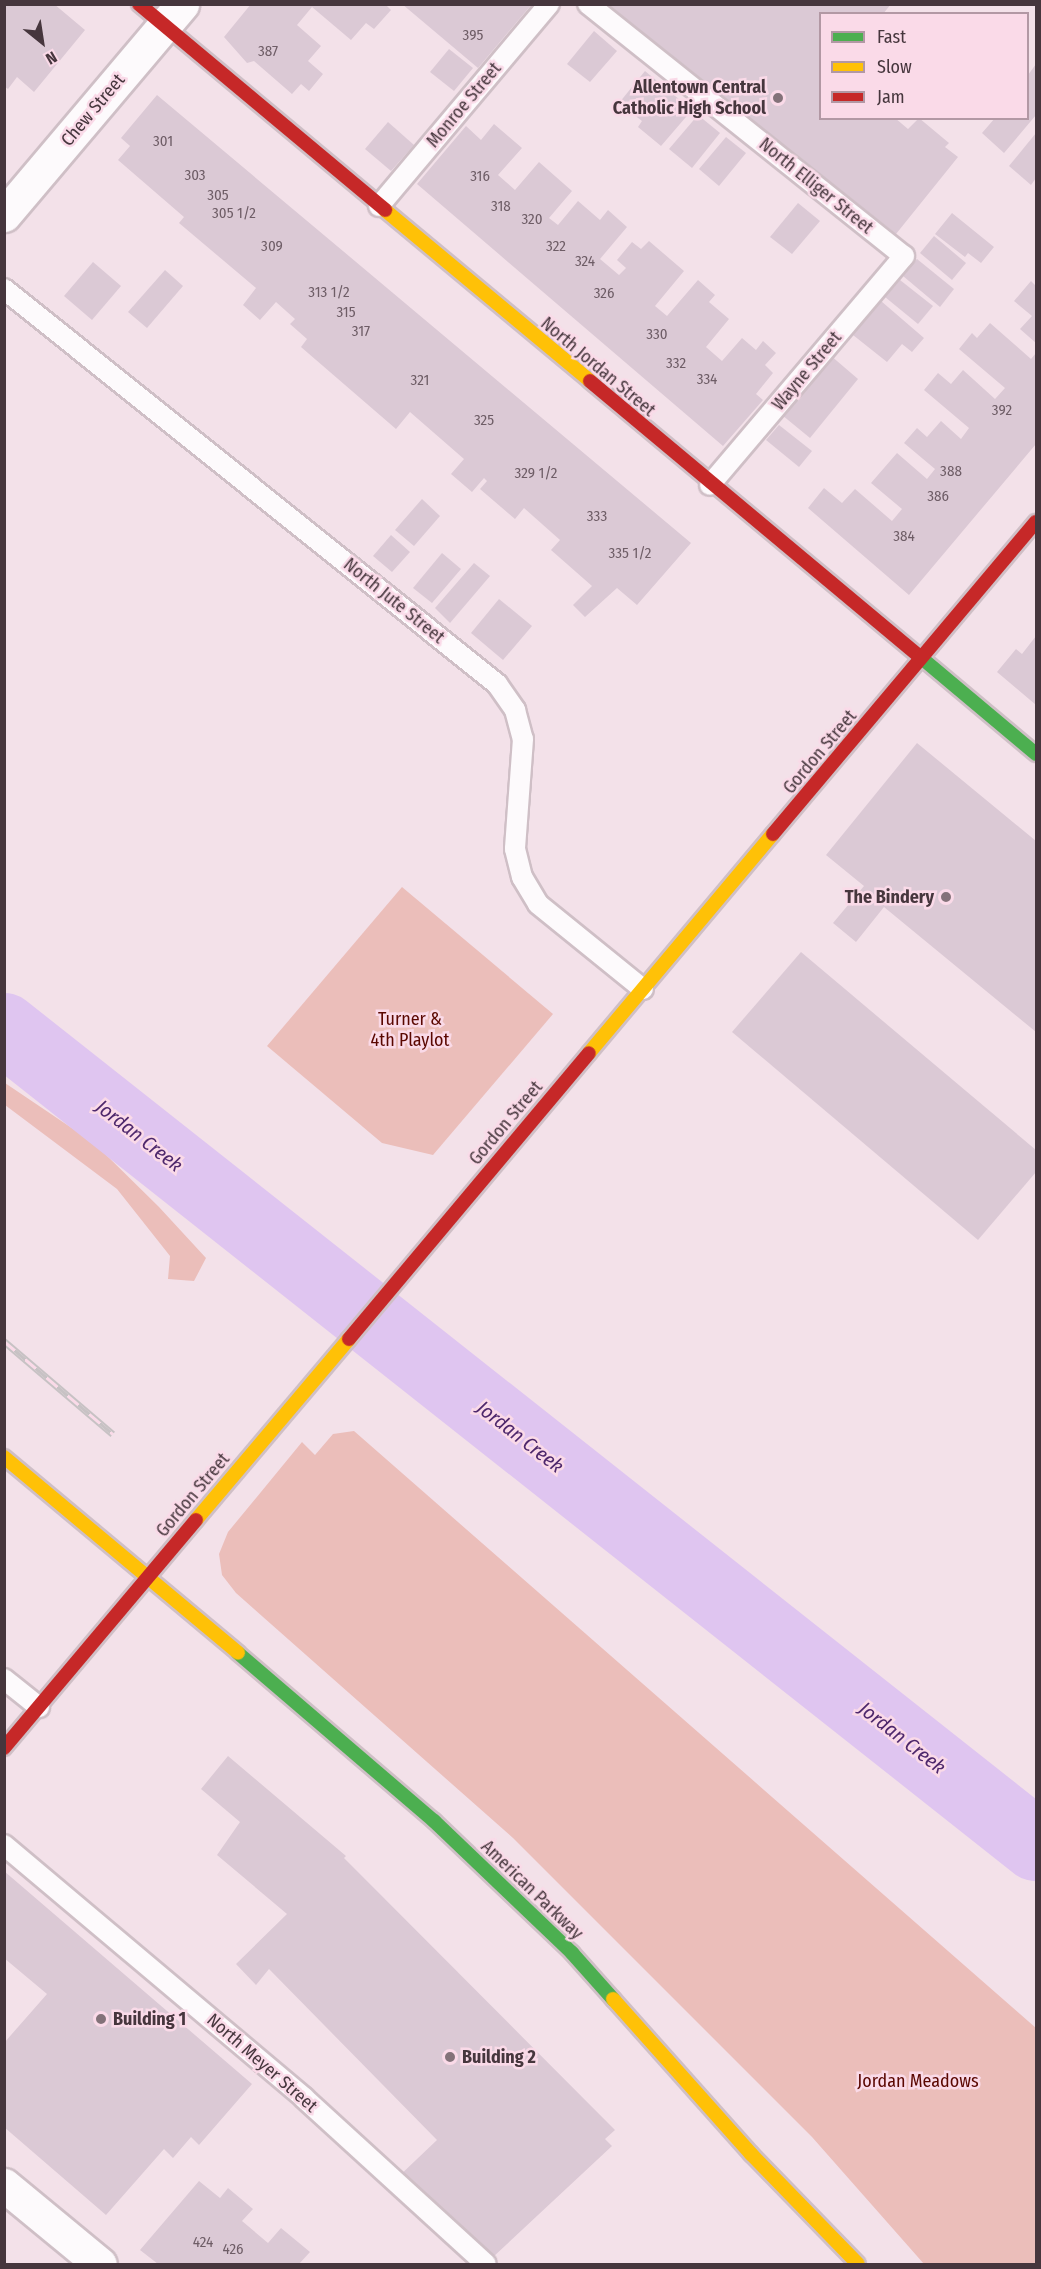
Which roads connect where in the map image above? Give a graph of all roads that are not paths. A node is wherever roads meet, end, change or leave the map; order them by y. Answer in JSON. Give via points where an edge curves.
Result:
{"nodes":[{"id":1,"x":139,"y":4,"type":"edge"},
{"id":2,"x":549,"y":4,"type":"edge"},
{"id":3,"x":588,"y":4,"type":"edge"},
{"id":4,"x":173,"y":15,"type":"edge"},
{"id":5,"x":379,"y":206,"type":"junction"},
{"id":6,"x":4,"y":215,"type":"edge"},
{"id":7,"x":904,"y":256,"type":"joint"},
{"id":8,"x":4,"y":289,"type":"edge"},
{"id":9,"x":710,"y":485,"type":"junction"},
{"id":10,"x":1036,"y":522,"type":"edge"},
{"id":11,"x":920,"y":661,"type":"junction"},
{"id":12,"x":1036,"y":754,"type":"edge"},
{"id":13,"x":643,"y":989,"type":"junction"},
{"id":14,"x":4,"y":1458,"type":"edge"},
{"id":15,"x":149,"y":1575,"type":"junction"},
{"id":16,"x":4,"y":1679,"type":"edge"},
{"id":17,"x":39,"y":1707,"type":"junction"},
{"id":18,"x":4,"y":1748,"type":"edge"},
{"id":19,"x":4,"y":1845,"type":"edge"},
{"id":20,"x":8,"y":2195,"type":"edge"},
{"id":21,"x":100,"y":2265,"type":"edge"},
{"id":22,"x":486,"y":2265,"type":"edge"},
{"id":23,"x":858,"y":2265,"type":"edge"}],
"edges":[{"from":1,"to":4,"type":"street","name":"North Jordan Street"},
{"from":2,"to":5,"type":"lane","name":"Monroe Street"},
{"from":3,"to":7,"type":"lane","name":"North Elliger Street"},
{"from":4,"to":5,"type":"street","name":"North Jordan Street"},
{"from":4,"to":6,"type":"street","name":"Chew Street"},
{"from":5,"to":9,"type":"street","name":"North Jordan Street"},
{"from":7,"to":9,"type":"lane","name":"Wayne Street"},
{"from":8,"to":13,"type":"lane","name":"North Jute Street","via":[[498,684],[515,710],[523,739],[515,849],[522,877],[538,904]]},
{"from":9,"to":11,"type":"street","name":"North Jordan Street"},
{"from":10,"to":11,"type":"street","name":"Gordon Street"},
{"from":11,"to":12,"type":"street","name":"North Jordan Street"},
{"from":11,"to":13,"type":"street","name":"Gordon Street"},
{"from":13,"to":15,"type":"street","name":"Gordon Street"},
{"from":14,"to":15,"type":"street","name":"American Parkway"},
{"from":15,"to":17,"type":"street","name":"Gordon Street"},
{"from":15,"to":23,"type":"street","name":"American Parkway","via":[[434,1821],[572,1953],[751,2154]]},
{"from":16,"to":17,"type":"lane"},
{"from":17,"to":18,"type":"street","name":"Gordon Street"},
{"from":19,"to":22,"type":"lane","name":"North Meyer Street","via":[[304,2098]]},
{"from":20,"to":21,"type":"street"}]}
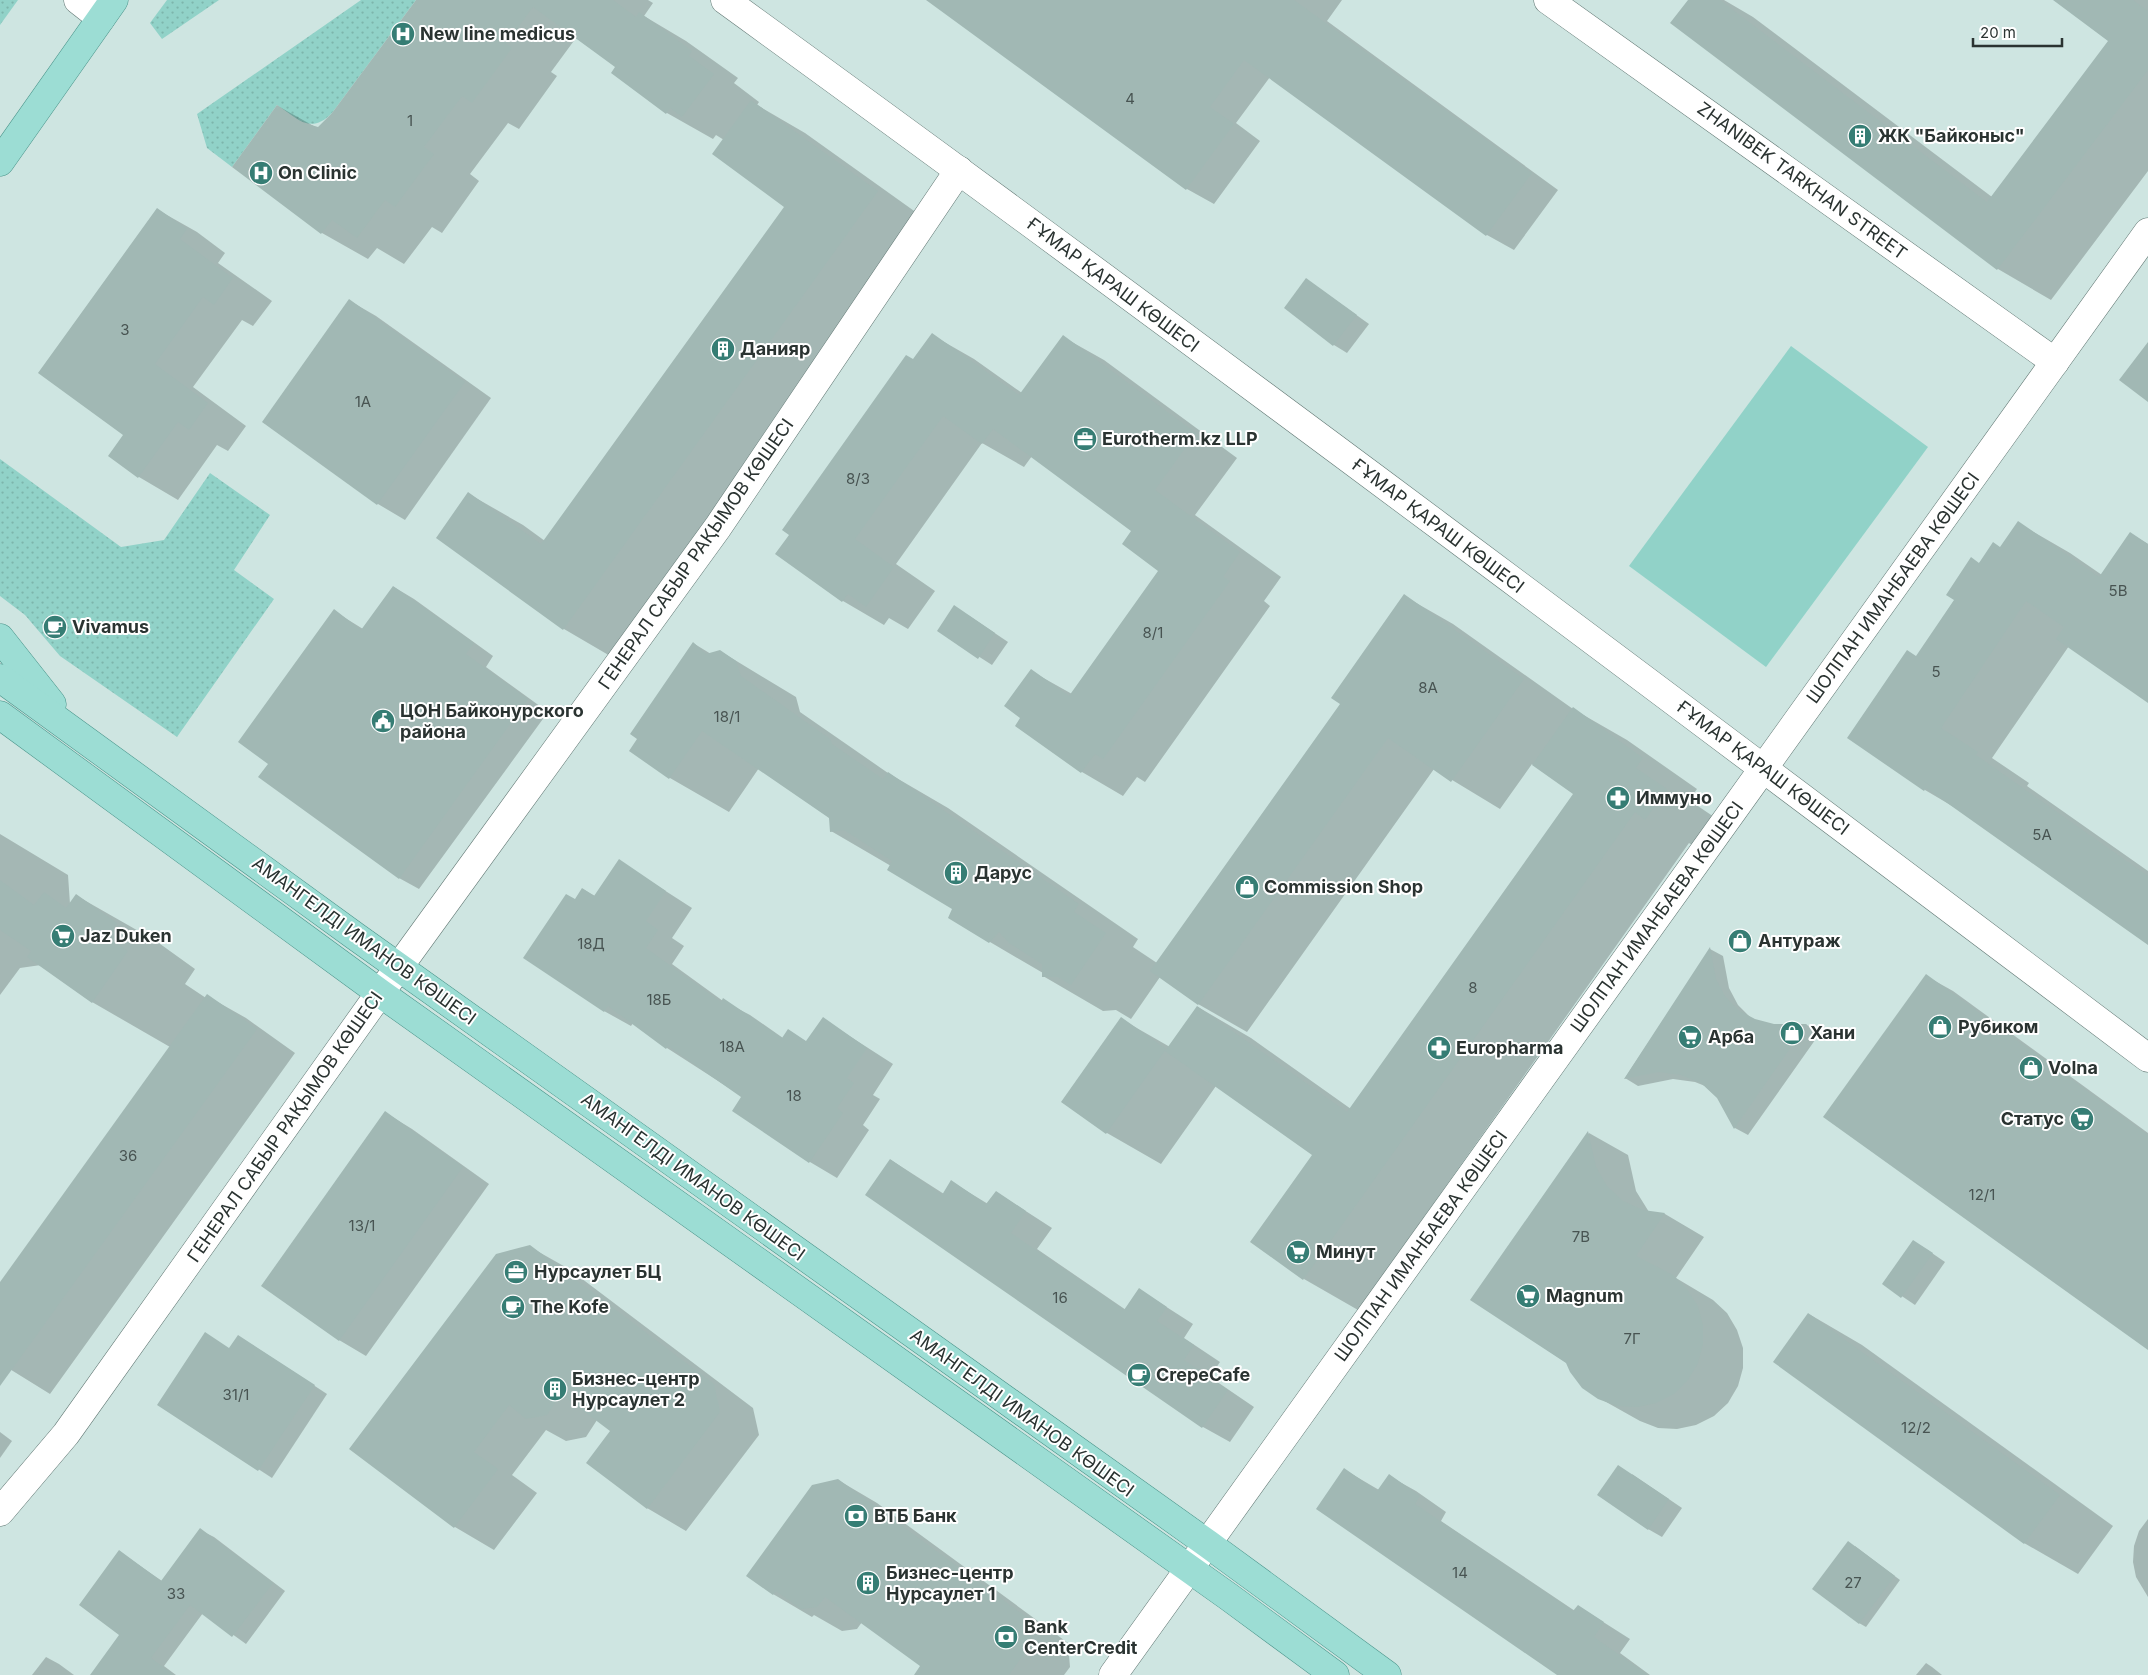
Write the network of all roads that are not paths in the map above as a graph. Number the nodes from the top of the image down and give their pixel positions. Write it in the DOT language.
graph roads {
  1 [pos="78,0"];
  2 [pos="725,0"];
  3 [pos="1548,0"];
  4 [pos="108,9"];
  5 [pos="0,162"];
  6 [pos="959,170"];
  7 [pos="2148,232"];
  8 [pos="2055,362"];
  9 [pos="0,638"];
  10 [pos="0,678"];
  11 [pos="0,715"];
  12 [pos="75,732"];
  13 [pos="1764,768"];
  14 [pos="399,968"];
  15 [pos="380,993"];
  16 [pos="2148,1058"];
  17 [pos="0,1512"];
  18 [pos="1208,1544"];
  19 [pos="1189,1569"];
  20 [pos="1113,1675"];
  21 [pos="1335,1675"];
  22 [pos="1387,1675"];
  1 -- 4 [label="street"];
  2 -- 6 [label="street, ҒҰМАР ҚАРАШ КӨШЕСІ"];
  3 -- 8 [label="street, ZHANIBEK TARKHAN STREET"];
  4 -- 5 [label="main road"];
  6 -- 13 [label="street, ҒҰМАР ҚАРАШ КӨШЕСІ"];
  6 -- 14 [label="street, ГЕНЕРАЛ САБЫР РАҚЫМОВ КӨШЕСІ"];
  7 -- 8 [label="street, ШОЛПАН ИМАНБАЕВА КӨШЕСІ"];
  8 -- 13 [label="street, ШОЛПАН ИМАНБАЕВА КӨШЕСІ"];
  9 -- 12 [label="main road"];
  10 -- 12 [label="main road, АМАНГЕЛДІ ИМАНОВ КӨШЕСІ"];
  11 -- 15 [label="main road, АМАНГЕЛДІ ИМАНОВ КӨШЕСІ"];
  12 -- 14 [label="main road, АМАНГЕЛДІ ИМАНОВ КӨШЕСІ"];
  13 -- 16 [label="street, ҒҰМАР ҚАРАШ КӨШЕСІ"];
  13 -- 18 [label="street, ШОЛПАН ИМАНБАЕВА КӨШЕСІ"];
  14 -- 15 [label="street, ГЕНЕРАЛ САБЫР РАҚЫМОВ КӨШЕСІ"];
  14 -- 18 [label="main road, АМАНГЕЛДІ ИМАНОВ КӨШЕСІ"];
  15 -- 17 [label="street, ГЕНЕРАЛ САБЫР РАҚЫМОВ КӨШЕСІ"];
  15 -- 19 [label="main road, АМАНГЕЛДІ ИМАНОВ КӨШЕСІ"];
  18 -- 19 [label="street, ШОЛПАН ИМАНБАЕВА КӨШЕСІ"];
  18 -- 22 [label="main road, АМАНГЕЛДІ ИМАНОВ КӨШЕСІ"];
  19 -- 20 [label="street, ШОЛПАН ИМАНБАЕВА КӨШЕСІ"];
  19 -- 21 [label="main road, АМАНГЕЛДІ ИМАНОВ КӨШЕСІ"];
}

=== INSTRUCTIONS FOR THE TASK ===
Instruction for this listing: copy it exactly, but leave the images behind.

=== REPLY TO THE EXERCISE ===
Which roads connect where in the map image above? Give a graph of all roads that are not paths. A node is wherever roads meet, end, change or leave the map; order them by y. Answer in JSON. Give via points where an edge curves.
Result:
{"nodes":[{"id":1,"x":139,"y":4,"type":"edge"},
{"id":2,"x":549,"y":4,"type":"edge"},
{"id":3,"x":588,"y":4,"type":"edge"},
{"id":4,"x":173,"y":15,"type":"edge"},
{"id":5,"x":379,"y":206,"type":"junction"},
{"id":6,"x":4,"y":215,"type":"edge"},
{"id":7,"x":904,"y":256,"type":"joint"},
{"id":8,"x":4,"y":289,"type":"edge"},
{"id":9,"x":710,"y":485,"type":"junction"},
{"id":10,"x":1036,"y":522,"type":"edge"},
{"id":11,"x":920,"y":661,"type":"junction"},
{"id":12,"x":1036,"y":754,"type":"edge"},
{"id":13,"x":643,"y":989,"type":"junction"},
{"id":14,"x":4,"y":1458,"type":"edge"},
{"id":15,"x":149,"y":1575,"type":"junction"},
{"id":16,"x":4,"y":1679,"type":"edge"},
{"id":17,"x":39,"y":1707,"type":"junction"},
{"id":18,"x":4,"y":1748,"type":"edge"},
{"id":19,"x":4,"y":1845,"type":"edge"},
{"id":20,"x":8,"y":2195,"type":"edge"},
{"id":21,"x":100,"y":2265,"type":"edge"},
{"id":22,"x":486,"y":2265,"type":"edge"},
{"id":23,"x":858,"y":2265,"type":"edge"}],
"edges":[{"from":1,"to":4,"type":"street","name":"North Jordan Street"},
{"from":2,"to":5,"type":"lane","name":"Monroe Street"},
{"from":3,"to":7,"type":"lane","name":"North Elliger Street"},
{"from":4,"to":5,"type":"street","name":"North Jordan Street"},
{"from":4,"to":6,"type":"street","name":"Chew Street"},
{"from":5,"to":9,"type":"street","name":"North Jordan Street"},
{"from":7,"to":9,"type":"lane","name":"Wayne Street"},
{"from":8,"to":13,"type":"lane","name":"North Jute Street","via":[[498,684],[515,710],[523,739],[515,849],[522,877],[538,904]]},
{"from":9,"to":11,"type":"street","name":"North Jordan Street"},
{"from":10,"to":11,"type":"street","name":"Gordon Street"},
{"from":11,"to":12,"type":"street","name":"North Jordan Street"},
{"from":11,"to":13,"type":"street","name":"Gordon Street"},
{"from":13,"to":15,"type":"street","name":"Gordon Street"},
{"from":14,"to":15,"type":"street","name":"American Parkway"},
{"from":15,"to":17,"type":"street","name":"Gordon Street"},
{"from":15,"to":23,"type":"street","name":"American Parkway","via":[[434,1821],[572,1953],[751,2154]]},
{"from":16,"to":17,"type":"lane"},
{"from":17,"to":18,"type":"street","name":"Gordon Street"},
{"from":19,"to":22,"type":"lane","name":"North Meyer Street","via":[[304,2098]]},
{"from":20,"to":21,"type":"street"}]}
Write the network of all roads that are not paths in the map above as a graph. Number the nodes from the top of the image down and give their pixel positions. Write it in the DOT language.
graph roads {
  1 [pos="78,0"];
  2 [pos="725,0"];
  3 [pos="1548,0"];
  4 [pos="108,9"];
  5 [pos="0,162"];
  6 [pos="959,170"];
  7 [pos="2148,232"];
  8 [pos="2055,362"];
  9 [pos="0,638"];
  10 [pos="0,678"];
  11 [pos="0,715"];
  12 [pos="75,732"];
  13 [pos="1764,768"];
  14 [pos="399,968"];
  15 [pos="380,993"];
  16 [pos="2148,1058"];
  17 [pos="0,1512"];
  18 [pos="1208,1544"];
  19 [pos="1189,1569"];
  20 [pos="1113,1675"];
  21 [pos="1335,1675"];
  22 [pos="1387,1675"];
  1 -- 4 [label="street"];
  2 -- 6 [label="street, ҒҰМАР ҚАРАШ КӨШЕСІ"];
  3 -- 8 [label="street, ZHANIBEK TARKHAN STREET"];
  4 -- 5 [label="main road"];
  6 -- 13 [label="street, ҒҰМАР ҚАРАШ КӨШЕСІ"];
  6 -- 14 [label="street, ГЕНЕРАЛ САБЫР РАҚЫМОВ КӨШЕСІ"];
  7 -- 8 [label="street, ШОЛПАН ИМАНБАЕВА КӨШЕСІ"];
  8 -- 13 [label="street, ШОЛПАН ИМАНБАЕВА КӨШЕСІ"];
  9 -- 12 [label="main road"];
  10 -- 12 [label="main road, АМАНГЕЛДІ ИМАНОВ КӨШЕСІ"];
  11 -- 15 [label="main road, АМАНГЕЛДІ ИМАНОВ КӨШЕСІ"];
  12 -- 14 [label="main road, АМАНГЕЛДІ ИМАНОВ КӨШЕСІ"];
  13 -- 16 [label="street, ҒҰМАР ҚАРАШ КӨШЕСІ"];
  13 -- 18 [label="street, ШОЛПАН ИМАНБАЕВА КӨШЕСІ"];
  14 -- 15 [label="street, ГЕНЕРАЛ САБЫР РАҚЫМОВ КӨШЕСІ"];
  14 -- 18 [label="main road, АМАНГЕЛДІ ИМАНОВ КӨШЕСІ"];
  15 -- 17 [label="street, ГЕНЕРАЛ САБЫР РАҚЫМОВ КӨШЕСІ"];
  15 -- 19 [label="main road, АМАНГЕЛДІ ИМАНОВ КӨШЕСІ"];
  18 -- 19 [label="street, ШОЛПАН ИМАНБАЕВА КӨШЕСІ"];
  18 -- 22 [label="main road, АМАНГЕЛДІ ИМАНОВ КӨШЕСІ"];
  19 -- 20 [label="street, ШОЛПАН ИМАНБАЕВА КӨШЕСІ"];
  19 -- 21 [label="main road, АМАНГЕЛДІ ИМАНОВ КӨШЕСІ"];
}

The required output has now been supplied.